A look ahead to what the year may have in store for Ireland’s top golfers, after a magnificent 2022.

HOW TO FOLLOW that? 

To briefly recap 2022: Shane Lowry and Seamus Power made fortunes by winning on the PGA Tour, Leona Maguire made history by winning on the LPGA Tour, Padraig Harrington made waves on the Champions Tour and Graeme McDowell made, eh, headlines on the LIV Tour. 

And as for Rory McIlroy, he ended the year as world number one with top tens at all four majors while winning three PGA Tour events, the FedEx Cup, and the Race to Dubai. 

Oh, and he did it all while emerging as a moral voice of utter clarity in leading the resistance to a hostile takeover of his sport by Saudi Arabia. 

The moment his year ignited, it seemed, was during his final round of 64 at the Masters in April, crowned as it was by that Tiger-on-16th-style chip-in on 18. 

Sky Sports Golf / YouTube

But as it turns out, the turning point was days earlier and slightly baffling in its mundanity. He had been using the wrong ball. As McIlroy told the Sunday Independent at the end of last year, he swapped to an older version of his sponsor’s golf ball at the Masters and instantly became more comfortable.

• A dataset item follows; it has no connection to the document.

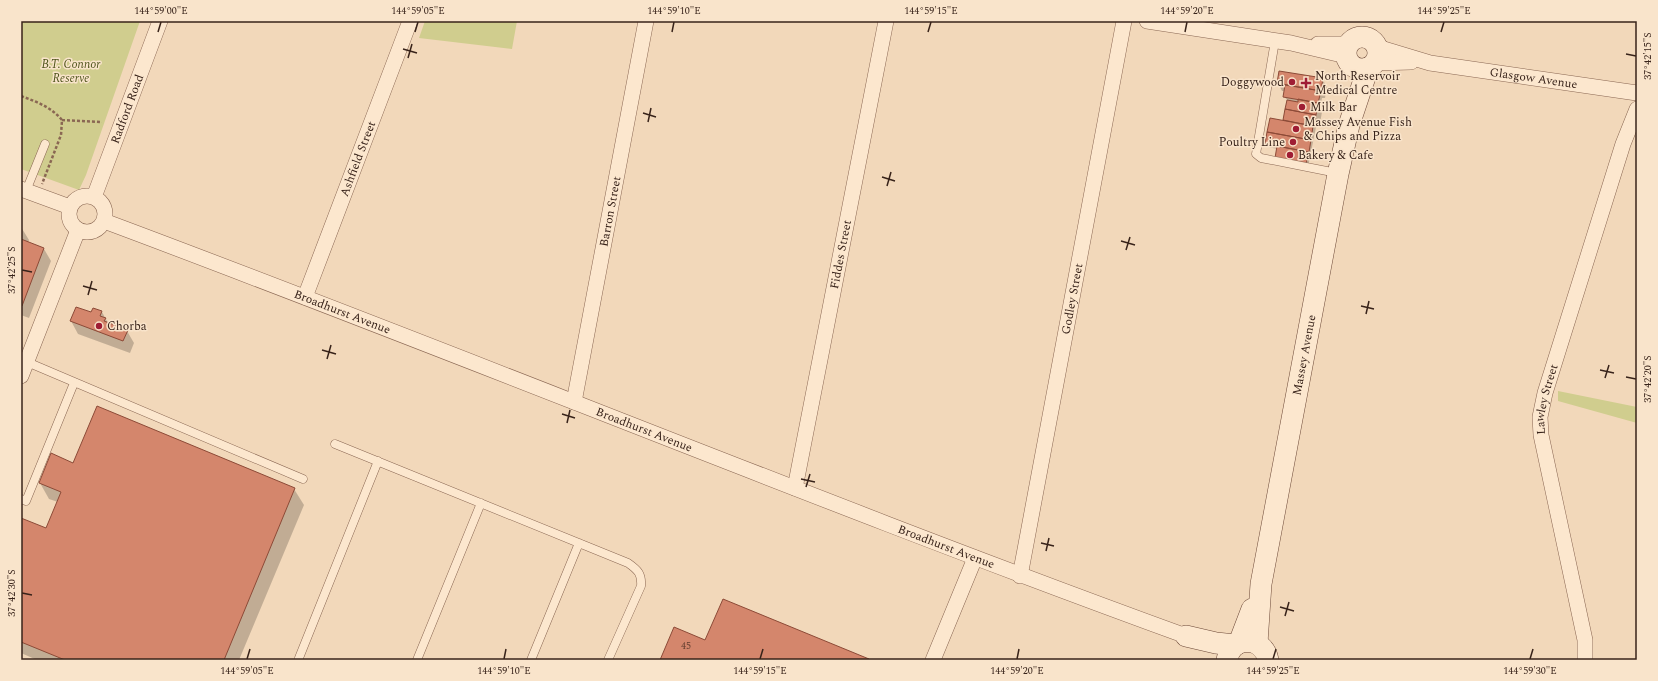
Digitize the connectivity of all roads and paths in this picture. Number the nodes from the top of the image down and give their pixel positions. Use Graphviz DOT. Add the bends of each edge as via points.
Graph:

“Before Augusta I was ranked 207th on the PGA Tour from inside 125 yards; and since Augusta I’ve been ranked number one.” 

But with all the earning that followed, so too did the yearning.

McIlroy remains without a major title since 2014, his missing out on last year’s Open Championship one of the most wrenching moments of his career. Leading from the front on the final day, McIlroy did nothing wrong. The problem was that Cameron Smith did too much right. 

McIlroy’s ambition at the start of this year is that of any other year: win another major. And, if he’s being picky, best to make it the Masters to earn a spot among the platinum class to have won all four.

So perhaps this will be the year. As Lionel Messi has recently shown, there need not be any prize that remains elusive to the true greats. And given McIlroy’s form, consistency, and sheer doggedness across 2022, the augurs are good. That stunning closing round last year wasn’t good enough to win last year but it might just be enough to do it this time around. “I’m getting the hang of this place after 14 years of trying”, smiled McIlroy last year.  

Other majors are on offer at venues he has previously conquered, with the Open returning to Hoylake, the venue of his 2014 triumph. 

Last year’s Masters offered a glimpse of the absurd strength of Irish golf at the moment, with McIlroy finishing second, Lowry tying for third, and Power ranking inside the top 30. Lowry and Power’s prime goals for the year are around September’s Ryder Cup in Rome.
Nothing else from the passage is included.